You huffed as a blush crossed your cheeks, “Well, maybe it would be nice.”
Carlotta hummed as she watched you go dispose of the wrappers. When you sat back down, Carlotta gave you a sagely nod.
“Well, if you get this phantom on a diet maybe he won’t be so afraid to show himself,” Carlotta shrugged, “who knows, maybe you could introduce us. You do seem to be his favorite.”

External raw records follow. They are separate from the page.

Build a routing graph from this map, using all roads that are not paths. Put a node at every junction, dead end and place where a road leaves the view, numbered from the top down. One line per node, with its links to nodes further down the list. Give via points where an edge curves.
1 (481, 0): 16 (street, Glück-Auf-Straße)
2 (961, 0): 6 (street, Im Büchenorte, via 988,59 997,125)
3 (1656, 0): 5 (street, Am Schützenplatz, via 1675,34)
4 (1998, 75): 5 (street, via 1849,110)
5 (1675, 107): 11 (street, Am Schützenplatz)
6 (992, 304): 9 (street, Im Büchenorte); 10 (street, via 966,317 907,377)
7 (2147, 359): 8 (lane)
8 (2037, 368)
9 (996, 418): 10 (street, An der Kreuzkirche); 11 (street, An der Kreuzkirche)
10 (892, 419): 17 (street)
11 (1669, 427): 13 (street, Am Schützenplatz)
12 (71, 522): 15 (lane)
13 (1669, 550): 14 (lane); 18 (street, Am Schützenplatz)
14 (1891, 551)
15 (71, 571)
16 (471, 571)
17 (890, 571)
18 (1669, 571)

“Me?” you twittered awkwardly, “I don’t know about that…”
“Oh I know!” Carlotta laughed, “whenever you’re on stage the reviews are all five stars! I think the reason you’re being cast so often is that the managers are noticing how well we do when you’re on stage!”
You huffed, “You’re saying it’s not my skills as a performer drawing in the reviews?”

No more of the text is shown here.